Llevo mucho tiempo sin entender por qué el tema de la privacidad en blockchain ha comenzado a surgir de nuevo con tanta fuerza ahora. Parecería que el mercado ya se ha acostumbrado a la total transparencia.
Pero si miramos el lado técnico, todo comienza a tener más sentido. Las redes públicas funcionan bien para verificar transacciones: los nodos sincronizan el estado, los validadores confirman las operaciones, el consenso garantiza la integridad de los datos.
El problema radica en otra parte. Cuanto más se utiliza el sistema, más datos se acumulan en acceso público.
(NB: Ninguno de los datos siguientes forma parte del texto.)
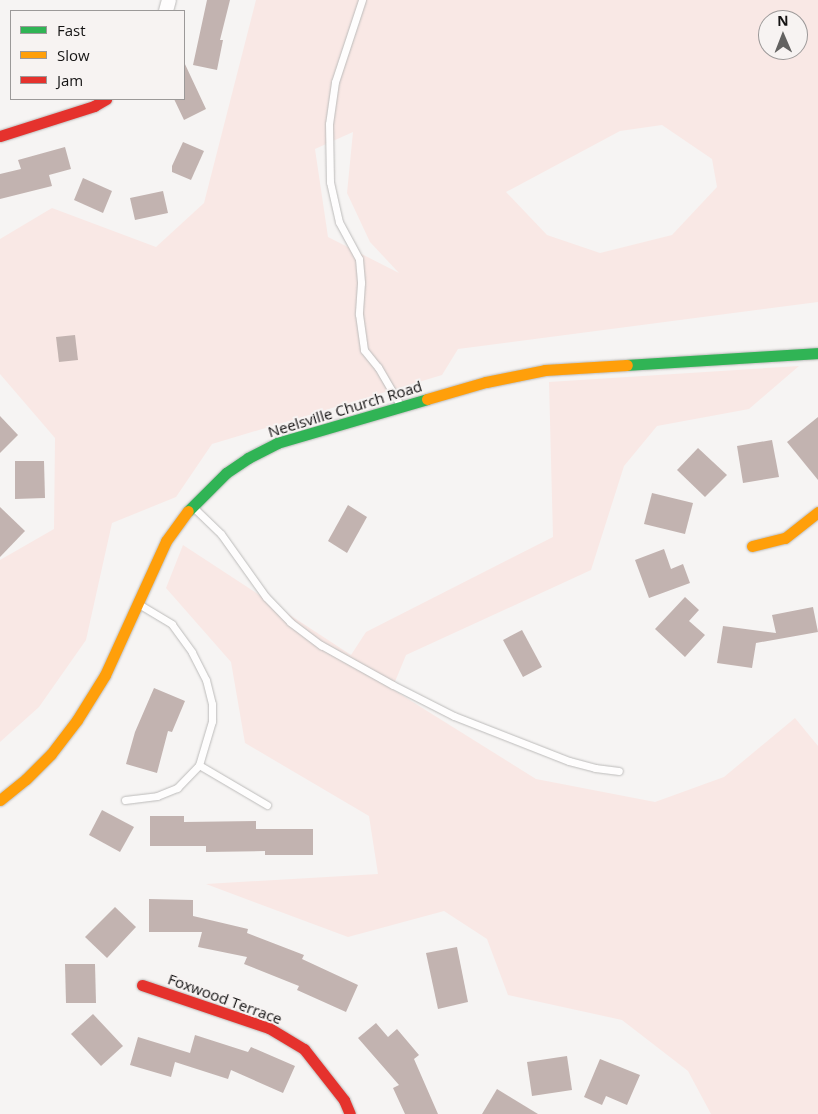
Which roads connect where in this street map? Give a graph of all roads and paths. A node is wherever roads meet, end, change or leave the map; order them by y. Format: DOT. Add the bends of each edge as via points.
graph roads {
  1 [pos="362,0"];
  2 [pos="104,100"];
  3 [pos="0,136"];
  4 [pos="818,353"];
  5 [pos="401,407"];
  6 [pos="192,506"];
  7 [pos="818,512"];
  8 [pos="752,546"];
  9 [pos="139,604"];
  10 [pos="200,766"];
  11 [pos="618,771"];
  12 [pos="0,800"];
  13 [pos="125,800"];
  14 [pos="266,805"];
  15 [pos="142,985"];
  16 [pos="350,1114"];
  1 -- 5 [label="lane" via="335,82 329,124 330,182 339,222 359,259 364,350"];
  2 -- 3 [label="street"];
  4 -- 5 [label="street, Neelsville Church Road" via="545,370 486,382"];
  5 -- 6 [label="street, Neelsville Church Road" via="277,443 226,473"];
  6 -- 9 [label="street, Neelsville Church Road" via="166,541"];
  6 -- 11 [label="lane" via="221,534 266,597 290,622 321,645 454,716 569,761"];
  7 -- 8 [label="street" via="785,538"];
  9 -- 10 [label="lane" via="172,624 192,652 206,680 212,704 212,722"];
  9 -- 12 [label="street, Neelsville Church Road" via="105,675 76,720 51,754"];
  10 -- 13 [label="lane" via="178,788 157,796"];
  10 -- 14 [label="lane"];
  15 -- 16 [label="street, Foxwood Terrace" via="269,1028 304,1049 344,1100"];
}
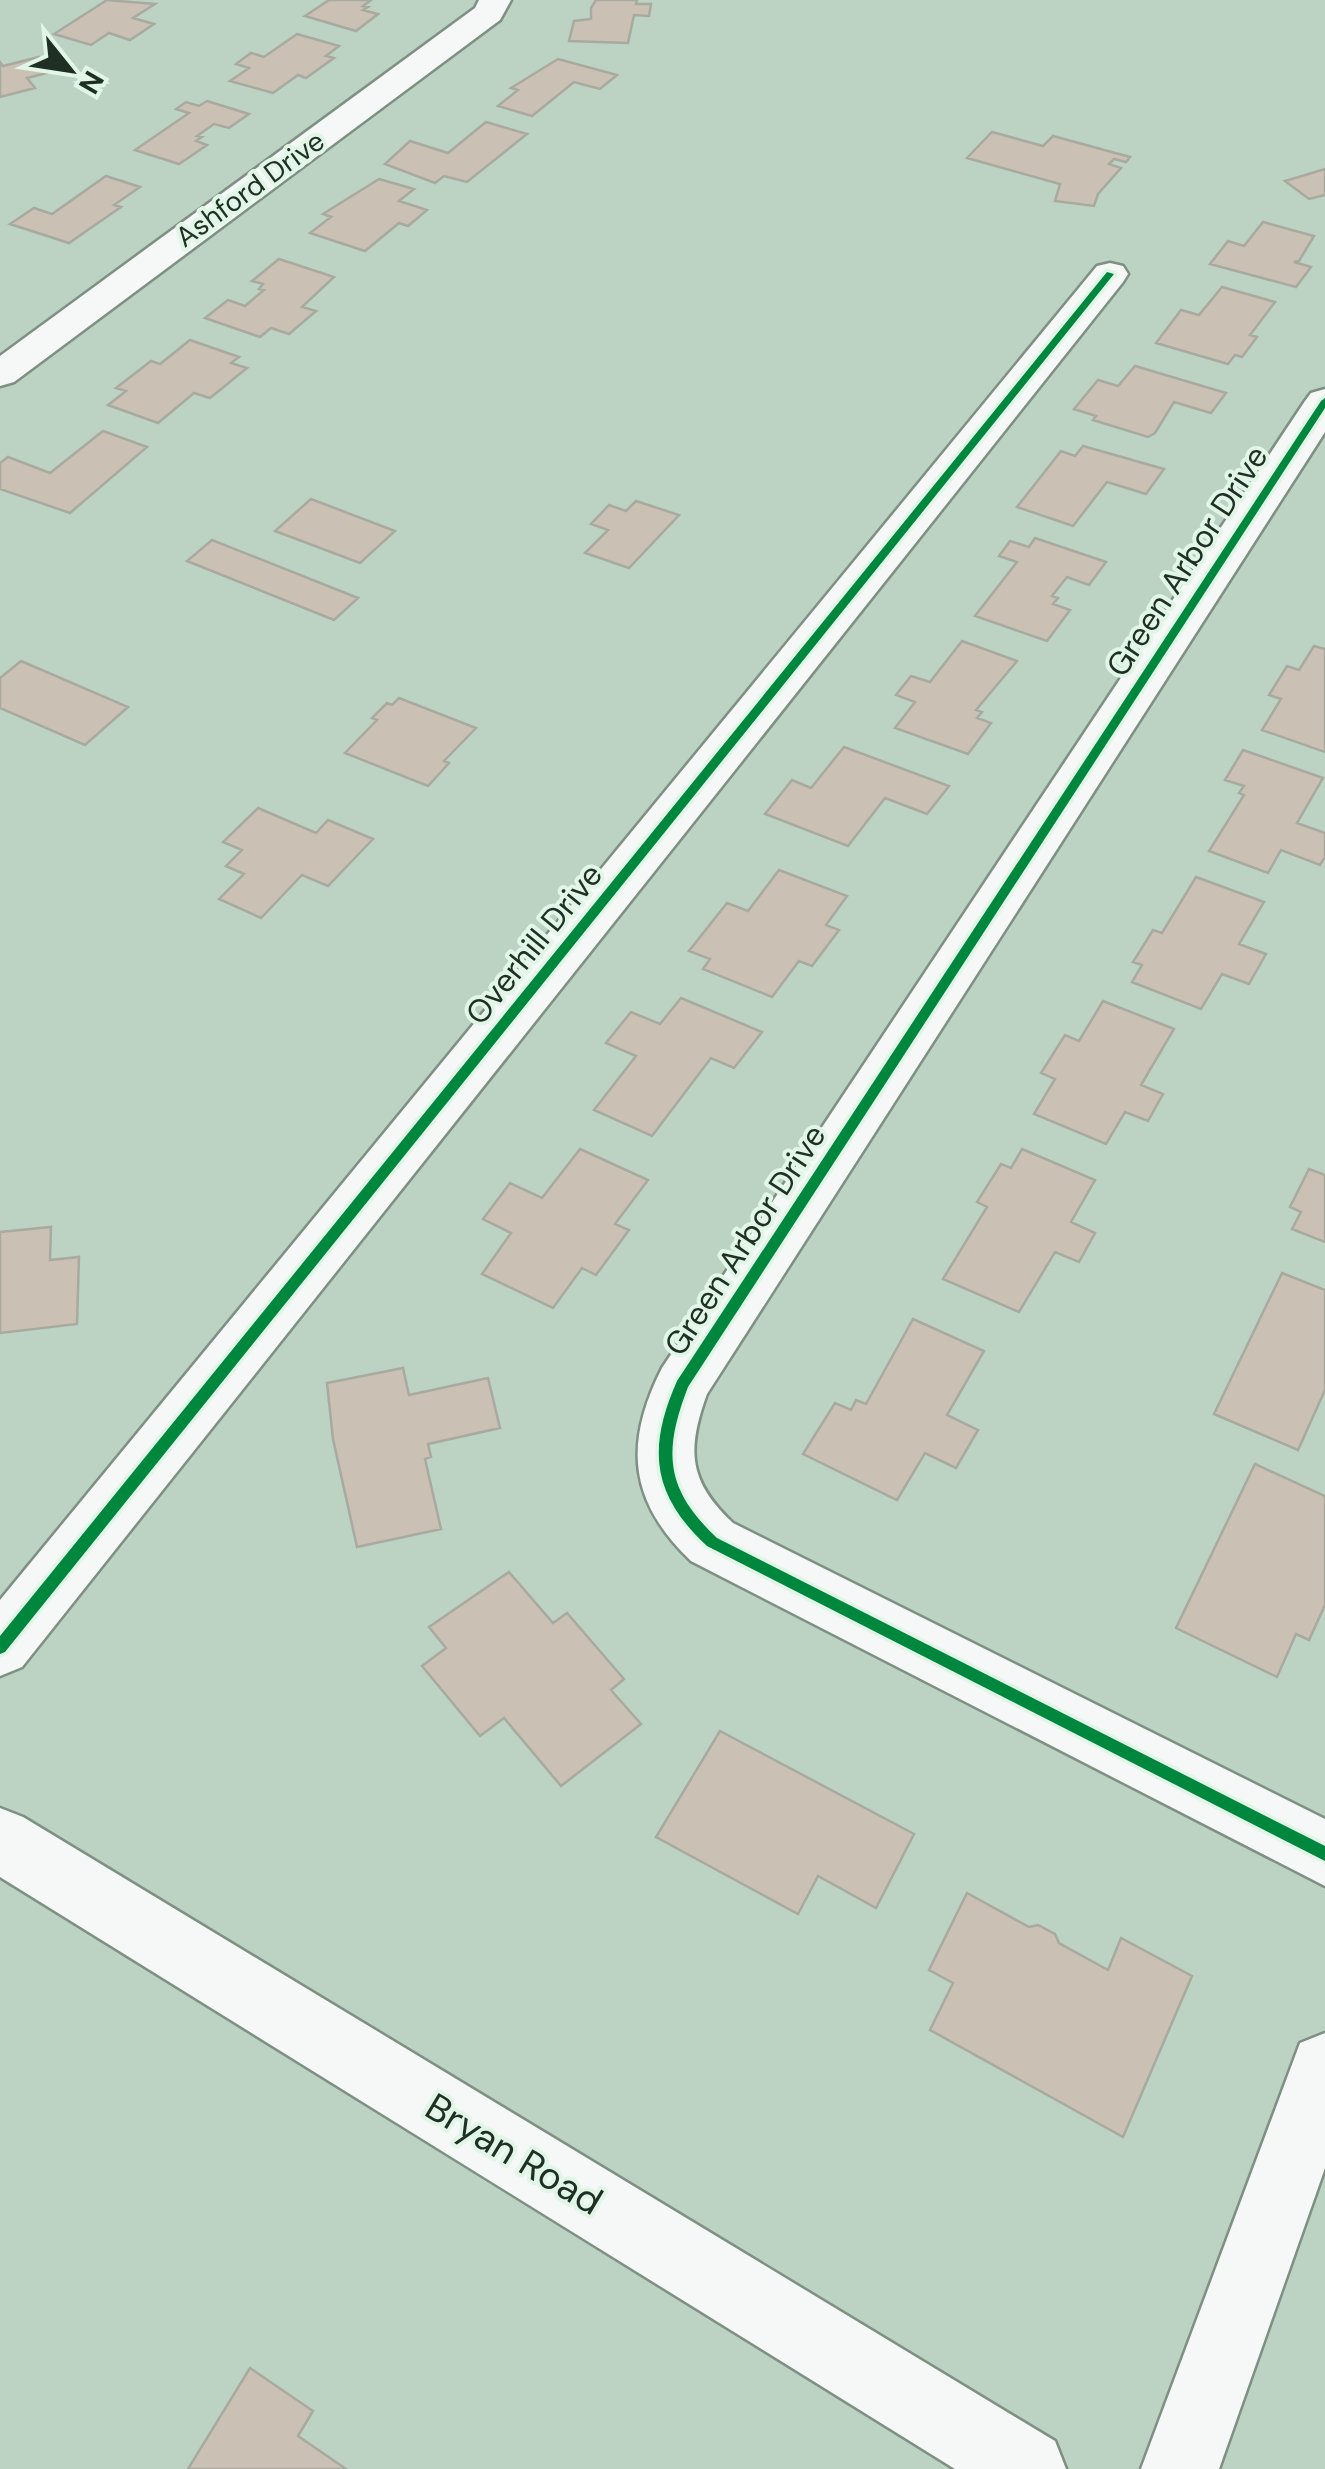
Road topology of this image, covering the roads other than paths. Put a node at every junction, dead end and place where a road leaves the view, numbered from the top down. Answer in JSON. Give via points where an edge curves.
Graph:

Y estos datos comienzan a ser analizados: se establecen conexiones, se rastrean acciones, se forma una imagen completa de la actividad.
Es por eso que surge un enfoque donde la red verifica no los datos en sí, sino su corrección a través de pruebas criptográficas. Esto permite confirmar el cumplimiento de las reglas sin la necesidad de revelar completamente la información.
Yo veo esto como un intento de adaptar blockchain a un uso real. No se trata de renunciar a la verificación, sino de hacerla más flexible.
Y si esta dirección se consolida, la propia lógica de interacción con la red puede cambiar más de lo que parece.